§ **What the task asks**: Your answer must match the entries below word for word.

§ **Records for this task**:
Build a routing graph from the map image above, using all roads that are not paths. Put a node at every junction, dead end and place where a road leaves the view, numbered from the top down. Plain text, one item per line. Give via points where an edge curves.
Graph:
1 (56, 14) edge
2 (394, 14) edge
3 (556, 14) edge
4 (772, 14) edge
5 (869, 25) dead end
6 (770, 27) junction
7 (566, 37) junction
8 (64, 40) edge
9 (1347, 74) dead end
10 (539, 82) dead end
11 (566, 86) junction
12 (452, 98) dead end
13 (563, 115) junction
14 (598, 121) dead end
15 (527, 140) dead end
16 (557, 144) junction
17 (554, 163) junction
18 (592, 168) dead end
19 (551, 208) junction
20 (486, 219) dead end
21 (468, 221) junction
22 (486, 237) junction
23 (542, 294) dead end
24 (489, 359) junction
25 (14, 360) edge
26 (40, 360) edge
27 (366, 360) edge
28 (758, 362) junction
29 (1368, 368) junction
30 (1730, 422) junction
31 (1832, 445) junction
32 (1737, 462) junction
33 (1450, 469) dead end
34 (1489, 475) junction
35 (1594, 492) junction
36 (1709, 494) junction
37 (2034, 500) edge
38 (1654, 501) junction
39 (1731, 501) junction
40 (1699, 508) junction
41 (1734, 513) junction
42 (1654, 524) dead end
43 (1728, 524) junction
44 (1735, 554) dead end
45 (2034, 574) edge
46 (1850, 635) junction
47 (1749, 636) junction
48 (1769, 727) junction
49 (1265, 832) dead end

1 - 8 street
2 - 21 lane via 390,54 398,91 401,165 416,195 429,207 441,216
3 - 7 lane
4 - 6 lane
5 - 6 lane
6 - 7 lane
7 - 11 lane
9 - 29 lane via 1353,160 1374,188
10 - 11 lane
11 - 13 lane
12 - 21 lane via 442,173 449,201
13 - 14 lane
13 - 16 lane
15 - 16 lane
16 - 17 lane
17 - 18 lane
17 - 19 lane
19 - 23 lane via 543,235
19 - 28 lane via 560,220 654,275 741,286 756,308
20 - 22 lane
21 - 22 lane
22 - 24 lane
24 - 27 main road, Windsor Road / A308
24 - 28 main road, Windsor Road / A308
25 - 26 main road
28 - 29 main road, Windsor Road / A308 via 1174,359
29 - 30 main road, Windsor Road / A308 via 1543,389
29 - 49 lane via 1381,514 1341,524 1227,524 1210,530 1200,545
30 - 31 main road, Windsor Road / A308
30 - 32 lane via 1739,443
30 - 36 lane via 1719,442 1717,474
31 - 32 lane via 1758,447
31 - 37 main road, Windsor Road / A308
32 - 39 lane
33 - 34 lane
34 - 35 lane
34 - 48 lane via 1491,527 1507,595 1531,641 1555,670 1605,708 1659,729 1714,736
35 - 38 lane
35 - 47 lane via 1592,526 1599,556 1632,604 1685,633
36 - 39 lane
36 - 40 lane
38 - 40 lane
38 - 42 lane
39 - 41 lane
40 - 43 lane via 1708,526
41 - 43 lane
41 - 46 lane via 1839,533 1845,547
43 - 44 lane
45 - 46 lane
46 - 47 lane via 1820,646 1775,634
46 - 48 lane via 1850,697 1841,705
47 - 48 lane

§ **Response for this exercise**:
Build a routing graph from the map image above, using all roads that are not paths. Put a node at every junction, dead end and place where a road leaves the view, numbered from the top down. Plain text, one item per line. Give via points where an edge curves.
Graph:
1 (56, 14) edge
2 (394, 14) edge
3 (556, 14) edge
4 (772, 14) edge
5 (869, 25) dead end
6 (770, 27) junction
7 (566, 37) junction
8 (64, 40) edge
9 (1347, 74) dead end
10 (539, 82) dead end
11 (566, 86) junction
12 (452, 98) dead end
13 (563, 115) junction
14 (598, 121) dead end
15 (527, 140) dead end
16 (557, 144) junction
17 (554, 163) junction
18 (592, 168) dead end
19 (551, 208) junction
20 (486, 219) dead end
21 (468, 221) junction
22 (486, 237) junction
23 (542, 294) dead end
24 (489, 359) junction
25 (14, 360) edge
26 (40, 360) edge
27 (366, 360) edge
28 (758, 362) junction
29 (1368, 368) junction
30 (1730, 422) junction
31 (1832, 445) junction
32 (1737, 462) junction
33 (1450, 469) dead end
34 (1489, 475) junction
35 (1594, 492) junction
36 (1709, 494) junction
37 (2034, 500) edge
38 (1654, 501) junction
39 (1731, 501) junction
40 (1699, 508) junction
41 (1734, 513) junction
42 (1654, 524) dead end
43 (1728, 524) junction
44 (1735, 554) dead end
45 (2034, 574) edge
46 (1850, 635) junction
47 (1749, 636) junction
48 (1769, 727) junction
49 (1265, 832) dead end

1 - 8 street
2 - 21 lane via 390,54 398,91 401,165 416,195 429,207 441,216
3 - 7 lane
4 - 6 lane
5 - 6 lane
6 - 7 lane
7 - 11 lane
9 - 29 lane via 1353,160 1374,188
10 - 11 lane
11 - 13 lane
12 - 21 lane via 442,173 449,201
13 - 14 lane
13 - 16 lane
15 - 16 lane
16 - 17 lane
17 - 18 lane
17 - 19 lane
19 - 23 lane via 543,235
19 - 28 lane via 560,220 654,275 741,286 756,308
20 - 22 lane
21 - 22 lane
22 - 24 lane
24 - 27 main road, Windsor Road / A308
24 - 28 main road, Windsor Road / A308
25 - 26 main road
28 - 29 main road, Windsor Road / A308 via 1174,359
29 - 30 main road, Windsor Road / A308 via 1543,389
29 - 49 lane via 1381,514 1341,524 1227,524 1210,530 1200,545
30 - 31 main road, Windsor Road / A308
30 - 32 lane via 1739,443
30 - 36 lane via 1719,442 1717,474
31 - 32 lane via 1758,447
31 - 37 main road, Windsor Road / A308
32 - 39 lane
33 - 34 lane
34 - 35 lane
34 - 48 lane via 1491,527 1507,595 1531,641 1555,670 1605,708 1659,729 1714,736
35 - 38 lane
35 - 47 lane via 1592,526 1599,556 1632,604 1685,633
36 - 39 lane
36 - 40 lane
38 - 40 lane
38 - 42 lane
39 - 41 lane
40 - 43 lane via 1708,526
41 - 43 lane
41 - 46 lane via 1839,533 1845,547
43 - 44 lane
45 - 46 lane
46 - 47 lane via 1820,646 1775,634
46 - 48 lane via 1850,697 1841,705
47 - 48 lane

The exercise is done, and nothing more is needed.